Since its launch in 2016, the WEF's bi-annual report has tracked the labour-market impact of the Fourth Industrial Revolution, identifying the potential scale of occupational disruption and growth alongside strategies for empowering job transitions from declining to emerging roles. The report's fourth edition expands its focus to encompass a wider range of trends, such as the green and energy transitions, macroeconomic factors, as well as geoeconomic and supply-chain shifts, and provides strategies for enabling smoother job transitions from declining to emerging occupations.
This year’s report surveyed 803 companies from all world regions across 27 industry clusters, with more than 11.3mn workers collectively.
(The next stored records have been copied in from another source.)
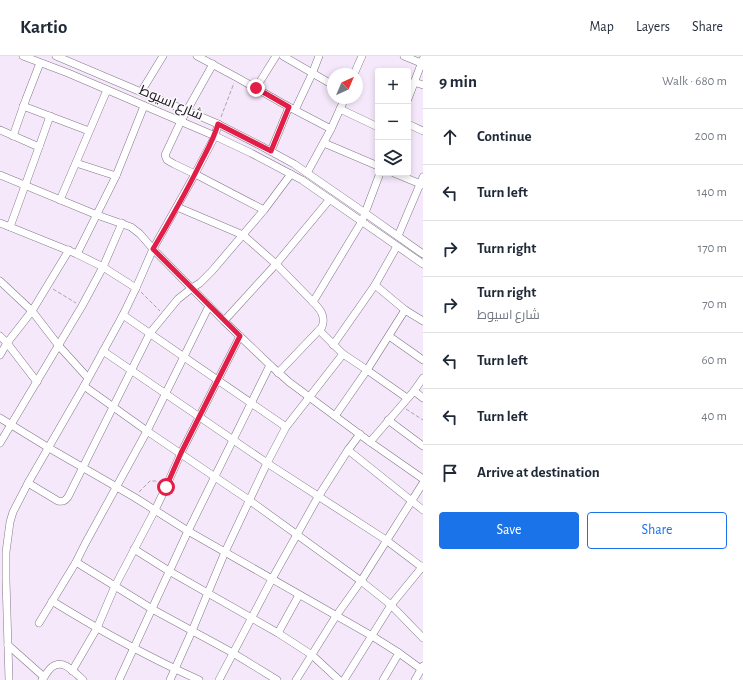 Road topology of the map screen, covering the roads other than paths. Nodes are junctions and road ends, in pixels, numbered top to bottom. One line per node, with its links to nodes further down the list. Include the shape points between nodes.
1 (23, 56): 12 (street, شارع اسيوط)
2 (56, 56): 10 (street, شارع اسيوط)
3 (163, 56): 22 (street)
4 (197, 56): 13 (street)
5 (276, 56): 19 (street)
6 (283, 56): 15 (street)
7 (319, 56): 15 (street)
8 (362, 56): 14 (street)
9 (404, 56): 11 (street)
10 (74, 59): 22 (street, شارع اسيوط)
11 (422, 61): 17 (street)
12 (40, 63): 20 (street, شارع اسيوط); 24 (street)
13 (213, 64): 19 (street); 28 (street)
14 (357, 68)
15 (312, 74): 16 (street); 26 (street)
16 (327, 82)
17 (414, 82): 18 (street); 21 (street)
18 (423, 85)
19 (256, 88): 26 (street)
20 (107, 90): 25 (street, شارع اسيوط); 36 (street)
21 (411, 90)
22 (141, 92): 28 (street, شارع اسيوط)
23 (342, 104): 27 (street)
24 (24, 106): 29 (street); 38 (street)
25 (144, 106): 30 (street, شارع اسيوط); 49 (street)
26 (292, 108): 34 (street); 42 (street)
27 (340, 109): 33 (street); 34 (street)
28 (187, 110): 30 (street); 31 (street, شارع اسيوط)
29 (50, 116): 36 (street); 41 (street)
30 (181, 122): 39 (street, شارع اسيوط); 46 (street, via 165,157)
31 (218, 124): 39 (street); 42 (street, شارع اسيوط)
32 (411, 125): 37 (street)
33 (375, 126)
34 (331, 129): 40 (street)
35 (0, 130): 38 (street)
36 (89, 131): 43 (street)
37 (423, 131)
38 (13, 136): 41 (street)
39 (215, 136): 46 (street); 47 (street, شارع اسيوط)
40 (324, 143): 44 (street); 45 (street)
41 (39, 147): 53 (street)
42 (271, 151): 45 (street, شارع اسيوط)
43 (76, 163): 49 (street); 55 (street)
44 (375, 165)
45 (307, 173): 58 (street, شارع اسيوط)
46 (195, 174): 56 (street); 57 (street)
47 (291, 174): 54 (street, شارع اسيوط); 57 (street)
48 (0, 175): 53 (street)
49 (116, 176): 59 (street)
50 (379, 176): 58 (street)
51 (403, 176): 52 (street)
52 (422, 182): 65 (street)
53 (25, 186): 55 (street); 63 (street)
54 (330, 199): 60 (street, شارع اسيوط); 71 (street)
55 (60, 200): 59 (street)
56 (177, 207): 64 (street); 67 (street)
57 (264, 210): 64 (street)
58 (365, 213): 60 (street); 65 (street, شارع اسيوط)
59 (97, 215): 62 (street); 69 (street)
60 (362, 222): 66 (street, شارع اسيوط); 78 (street)
61 (0, 223): 63 (street)
62 (122, 223): 67 (street, via 136,230); 73 (street)
63 (10, 227): 68 (street)
64 (244, 235): 71 (street); 77 (street, via 203,281)
65 (398, 236): 70 (street, شارع اسيوط)
66 (397, 246): 72 (street, شارع اسيوط); 75 (street)
67 (153, 249): 76 (street); 77 (street)
68 (69, 250): 69 (street); 81 (street)
69 (77, 254): 73 (street)
70 (423, 254)
71 (276, 264): 78 (street); 83 (street)
72 (423, 264)
73 (103, 267): 76 (street); 92 (street)
74 (0, 281): 81 (street)
75 (375, 285): 80 (street); 91 (street)
76 (136, 288): 82 (street)
77 (192, 288): 79 (street); 86 (street, via 178,299)
78 (313, 302): 85 (street, via 324,318)
79 (209, 306): 83 (street); 96 (street)
80 (405, 310): 84 (street); 89 (street)
81 (32, 311): 90 (street); 92 (street)
82 (123, 315): 86 (street); 93 (street)
83 (224, 321): 88 (street)
84 (423, 321)
85 (319, 330): 91 (street); 101 (street)
86 (150, 333): 96 (street); 100 (street)
87 (0, 336): 90 (street)
88 (240, 336): 98 (street); 104 (street)
89 (389, 336): 97 (street); 99 (street)
90 (7, 343): 95 (street); 105 (street)
91 (333, 345): 94 (street)
92 (59, 346): 102 (street); 105 (street)
93 (103, 351): 100 (street); 102 (street)
94 (343, 354): 99 (street); 109 (street)
95 (0, 355)
96 (183, 357): 104 (street); 108 (street)
97 (423, 360)
98 (270, 365): 101 (street); 112 (street)
99 (367, 370): 110 (street); 114 (street)
100 (131, 371): 108 (street); 113 (street)
101 (278, 373): 109 (street)
102 (88, 378): 106 (street)
103 (423, 378): 107 (street)
104 (218, 380): 112 (street); 115 (street)
105 (37, 382): 118 (street)
106 (84, 386): 113 (street); 126 (street)
107 (414, 391): 110 (street); 111 (street)
108 (166, 394): 115 (street); 120 (street)
109 (309, 397): 114 (street); 119 (street)
110 (407, 398): 117 (street)
111 (423, 398)
112 (251, 403): 119 (street); 122 (street)
113 (114, 407): 120 (street); 130 (street)
114 (336, 416): 121 (street)
115 (199, 417): 122 (street); 128 (street)
116 (0, 418): 118 (street)
117 (388, 420): 123 (street); 125 (street)
118 (11, 424): 124 (street); 126 (street)
119 (286, 427): 129 (street)
120 (147, 431): 128 (street); 135 (street)
121 (360, 434): 123 (street); 127 (street)
122 (233, 440): 129 (street); 131 (street)
123 (370, 442): 132 (street)
124 (0, 444)
125 (423, 446)
126 (49, 448): 130 (street); 134 (street)
127 (348, 450): 136 (street); 138 (street)
128 (181, 453): 131 (street); 139 (street)
129 (266, 463): 136 (street); 137 (street)
130 (83, 468): 134 (street, via 66,500 58,500); 135 (street)
131 (215, 477): 137 (street); 141 (street)
132 (423, 479)
133 (423, 483): 138 (street)
134 (28, 484): 149 (street, via 10,522)
135 (117, 487): 139 (street); 146 (street)
136 (318, 497): 142 (street); 143 (street)
137 (249, 500): 142 (street); 145 (street)
138 (412, 501): 140 (street); 143 (street)
139 (155, 510): 141 (street); 144 (street)
140 (423, 510)
141 (188, 531): 145 (street); 148 (street)
142 (297, 535): 150 (street); 151 (street)
143 (386, 540): 147 (street); 151 (street)
144 (134, 549): 148 (street); 152 (street)
145 (225, 552): 150 (street); 153 (street)
146 (76, 562): 152 (street); 155 (street)
147 (423, 567): 156 (street)
148 (169, 571): 153 (street); 157 (street)
149 (3, 578): 161 (street)
150 (272, 579): 154 (street); 159 (street)
151 (361, 581): 156 (street); 158 (street)
152 (115, 586): 157 (street); 162 (street)
153 (207, 593): 159 (street); 163 (street)
154 (299, 595): 158 (street); 164 (street)
155 (52, 601): 160 (street); 162 (street)
156 (392, 605): 165 (street); 166 (street)
157 (152, 609): 163 (street); 168 (street)
158 (336, 616): 165 (street); 171 (street)
159 (252, 618): 164 (street); 169 (street)
160 (39, 623)
161 (3, 624): 167 (street)
162 (97, 628): 168 (street); 174 (street)
163 (192, 631): 169 (street); 173 (street)
164 (278, 633): 171 (street)
165 (372, 636): 170 (street); 185 (street)
166 (423, 638)
167 (8, 645): 175 (street); 176 (street)
168 (133, 648): 173 (street); 178 (street)
169 (233, 653): 181 (street); 182 (street)
170 (399, 653): 172 (street); 186 (street)
171 (312, 655): 183 (street); 184 (street)
172 (422, 667): 187 (street)
173 (175, 669): 179 (street); 180 (street)
174 (72, 671): 175 (street, via 63,664 58,664 50,668); 177 (street)
175 (43, 679)
176 (9, 680)
177 (83, 680)
178 (119, 680)
179 (170, 680)
180 (199, 680)
181 (219, 680)
182 (277, 680)
183 (296, 680)
184 (339, 680)
185 (344, 680)
186 (383, 680)
187 (415, 680)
Looking at the job outlook ahead, macrotrends and technology are expected to drive a mixed outlook for job creation and destruction in the next five years, across job categories and industries.
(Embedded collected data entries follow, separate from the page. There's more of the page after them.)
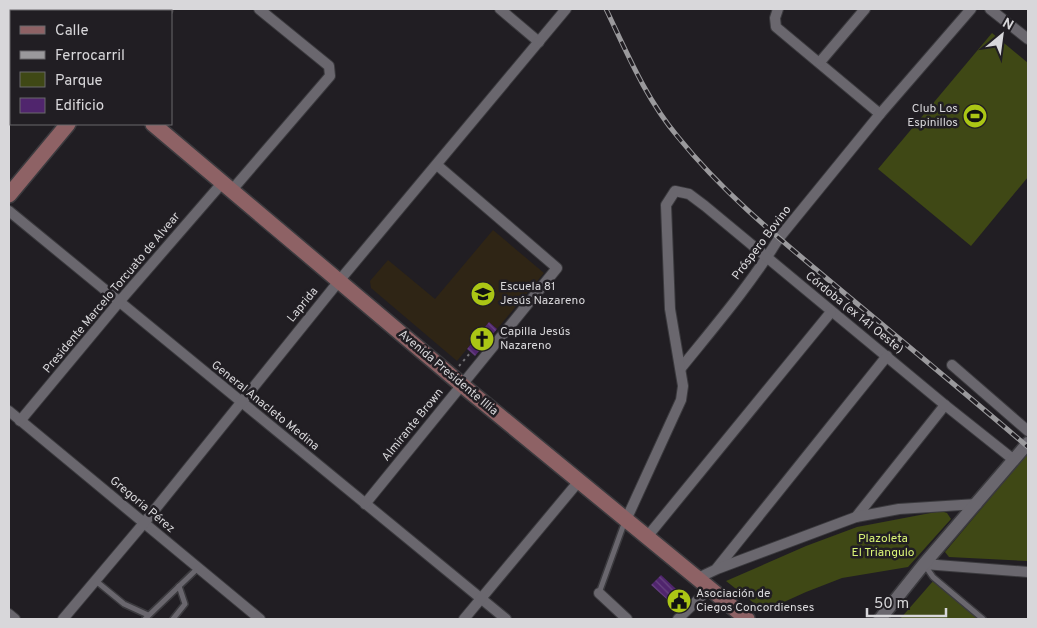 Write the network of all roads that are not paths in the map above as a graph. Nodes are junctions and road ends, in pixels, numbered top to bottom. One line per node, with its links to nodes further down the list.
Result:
1 (259, 9): 15 (street, Presidente Marcelo Torcuato de Alvear)
2 (500, 9): 9 (street)
3 (566, 9): 9 (street, Laprida)
4 (865, 9): 10 (street)
5 (971, 9): 11 (street, Próspero Bovino)
6 (990, 9): 8 (street)
7 (776, 13): 10 (street)
8 (1028, 39)
9 (539, 42): 14 (street, Laprida)
10 (820, 62): 11 (street)
11 (880, 114): 18 (street, Próspero Bovino)
12 (67, 125): 16 (main road)
13 (154, 125): 15 (main road, Avenida Presidente Illia)
14 (437, 165): 19 (street, Laprida); 25 (street, Almirante Brown)
15 (227, 186): 19 (main road, Avenida Presidente Illia); 20 (street, Presidente Marcelo Torcuato de Alvear)
16 (9, 195)
17 (9, 211): 20 (street, General Anacleto Medina)
18 (767, 258): 21 (street, Córdoba (ex 141 Oeste)); 24 (street, Próspero Bovino); 24 (street, Córdoba (ex 141 Oeste))
19 (339, 281): 25 (main road, Avenida Presidente Illia); 26 (street, Laprida)
20 (119, 302): 26 (street, General Anacleto Medina); 29 (street, Presidente Marcelo Torcuato de Alvear)
21 (831, 312): 22 (street, Córdoba (ex 141 Oeste)); 39 (street)
22 (887, 356): 27 (street, Córdoba (ex 141 Oeste)); 42 (street)
23 (952, 365): 30 (street)
24 (680, 368): 37 (street)
25 (456, 380): 33 (main road, Avenida Presidente Illia); 34 (street, Almirante Brown)
26 (240, 402): 34 (street, General Anacleto Medina); 38 (street, Laprida)
27 (945, 405): 32 (street, Córdoba (ex 141 Oeste)); 36 (street)
28 (9, 411): 29 (street, Gregoria Pérez)
29 (20, 420): 38 (street, Gregoria Pérez)
30 (1028, 431)
31 (1028, 443): 32 (street)
32 (1014, 460): 35 (street)
33 (579, 481): 37 (main road, Avenida Presidente Illia); 48 (street)
34 (365, 504): 48 (street, General Anacleto Medina)
35 (976, 504): 36 (street); 40 (street)
36 (856, 517): 42 (street)
37 (626, 520): 39 (main road, Avenida Presidente Illia); 47 (lane)
38 (144, 523): 41 (street, Gregoria Pérez); 44 (street, Laprida)
39 (647, 537): 45 (main road, Avenida Presidente Illia)
40 (924, 564): 43 (street); 60 (street); 61 (lane)
41 (198, 568): 46 (lane); 54 (street, Gregoria Pérez)
42 (717, 569): 45 (street)
43 (1028, 572)
44 (95, 581): 50 (lane); 52 (street, Laprida)
45 (704, 583): 58 (street); 59 (main road, Avenida Presidente Illia)
46 (179, 586): 50 (lane); 53 (lane)
47 (599, 593): 57 (street)
48 (481, 599): 55 (street); 56 (street, General Anacleto Medina)
49 (9, 614): 51 (street)
50 (146, 617)
51 (16, 619)
52 (63, 619)
53 (173, 619)
54 (260, 619)
55 (464, 619)
56 (506, 619)
57 (627, 619)
58 (678, 619)
59 (747, 619)
60 (880, 619)
61 (983, 619)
The report utilises the concept of labour-market churn to help quantify the expected change in labour markets. This would refer to the pace of reallocation of workers and jobs. In particular, the survey results help quantify structural labour-market churn, which results from changes to the employment structure of companies when new roles are created or existing roles are eliminated — namely, the number of expected new jobs, plus the number of roles expected to be displaced during the period, divided by the size of the labour force in question. This excludes job changes where a new employee replaces an existing one in the same role. Structural churn also does not include the natural churn of workers moving between jobs for personal reasons.
Accordingly, the job outlook analysis estimates churn using anticipated structural changes reported by surveyed companies in the composition of their workforces between 2023 and 2027.
Through this method, 83mn jobs are projected to be lost and 69mn are projected to be created in the next five years, constituting a structural labour-market churn of 152mn jobs (or 23% of the 673mn employees in the data set being studied). This translates to a reduction in employment of 14mn jobs, equivalent to 2%.
By sector, this report’s churn analysis suggests a higher-than-average churn from 2023 to 2027 in the supply chain and transportation and the media, entertainment and sports industries, where respondents estimate structural five-year churn to be 29% and 32% respectively. This still registers a lower-than-average churn in accommodation, food and leisure; manufacturing and retail, and wholesale of consumer goods.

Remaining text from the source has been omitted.